HSEINFO

Ir SUPANDI, MM: Mabuk Ikan Patin, K3, & Sampah Pikiran (1)

K3 bagi Supandi bukan jargon. Bukan pula pelajaran. K3 adalah sebuah gerakan, yang harus terus menerus dilakukan.

Konstruksi Media – Jangan menyodorkan ikan patin kepada Supandi. Apalagi pepes telurnya. Pria kelahiran Sumedang, Jawa Barat, yang kini menapaki usia 72 tahun ini akan menolaknya dengan halus.
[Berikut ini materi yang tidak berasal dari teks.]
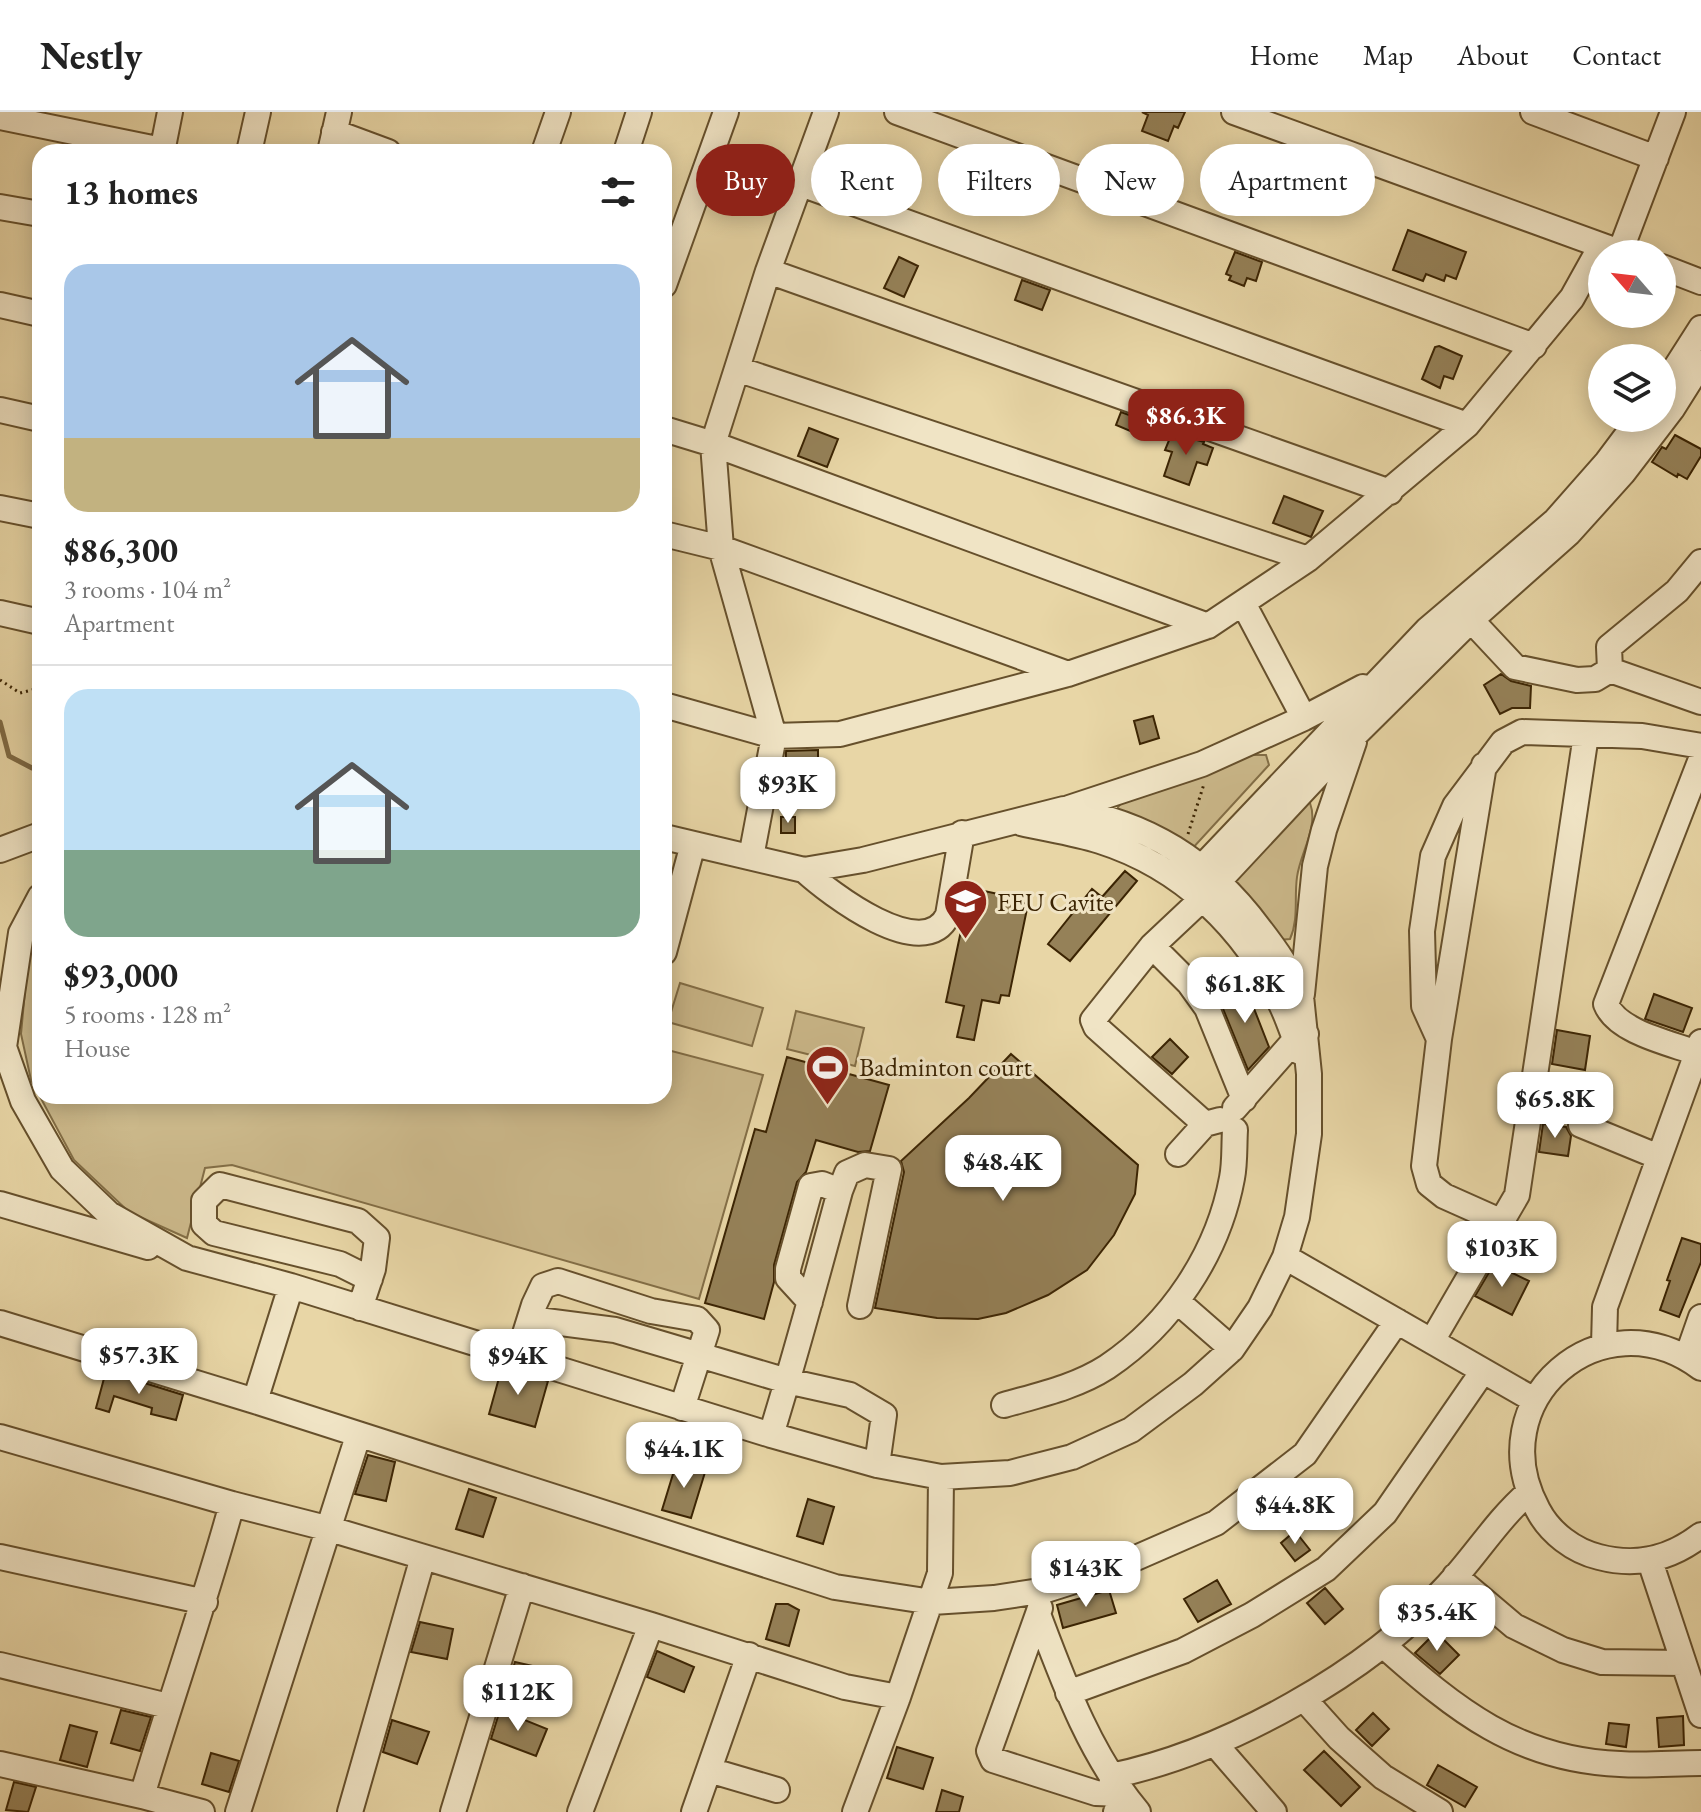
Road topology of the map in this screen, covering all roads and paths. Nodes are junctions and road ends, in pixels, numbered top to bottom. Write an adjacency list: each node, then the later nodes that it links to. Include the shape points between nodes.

Padahal ikan berkumis dari spesies catfish ini gurihnya bukan main dan menjadi menu yang amat dicari dan digemari masyarakat di Sumatera bagian Selatan dengan sajian Pindang Ikan Patin atau Patin Asam Padeh bagi masyarakat Sumatera Barat atau pula Patin Bakar bagi masyarakat Kalimantan Selatan. 

Supandi bukannya tak suka. Ia justru amat berhasrat setiap kali melihat ikan patin tersaji di meja. Toh, kandidat Doktor Ilmu Komunikasi di USahid Jakarta ini ternyata pernah punya pengalaman tersendiri dengan ikan patin, yang hingga sekarang sulit dilupakan dan membuatnya jadi anti ikan patin.

Ceritanya begini. Dulu, Supandi yang kini seluruh rambutnya sudah berwarna putih ini amat menggemari ikan patin, terutama telurnya. Telur ikan patin bagi Supandi, lezatnya tiada tara bak telur Caviar yang terkenal di Amerika dan Eropa. Sajiannya dipepes.

Kakek dua cucu ini bahkan punya cara mengolah dan resep sendiri dalam membuat pepes telur ikan patin sehingga tidak berbau amis dan rasanya lezat. Sebagai orang yang terlahir di bumi Sunda, Supandi cukup mahir mengolah aneka pepes makanan, utamanya pepes telur ikan patin.

Suatu hari ketika berdinas di kota Banjarbaru, Kalimantan Selatan, Supandi mendapat kiriman telur ikan patin dalam jumlah cukup banyak. Tanpa pikir panjang, ia langsung mengolahnya menjadi pepes. Hasratnya begitu menggebu ketika melihat telur ikan patin, sebab saat itu ia cukup lama tak melahap pepes telur ikan patin, yang menjadi penganan kesukaannya.

Baca Juga : Jelang Peluncuran Buku, Bapak K3 Indonesia Meninggal Dunia

Pepes telur ikan patin itu dilumatnya hingga tak bersisa sama sekali. Setelah itu Supandi merasakan kepalanya pusing. Ia pun tertidur. Tak dinyana, ia tertidur dua hari dua malam. Kala itu sang istri, almh, berada di Bandung. 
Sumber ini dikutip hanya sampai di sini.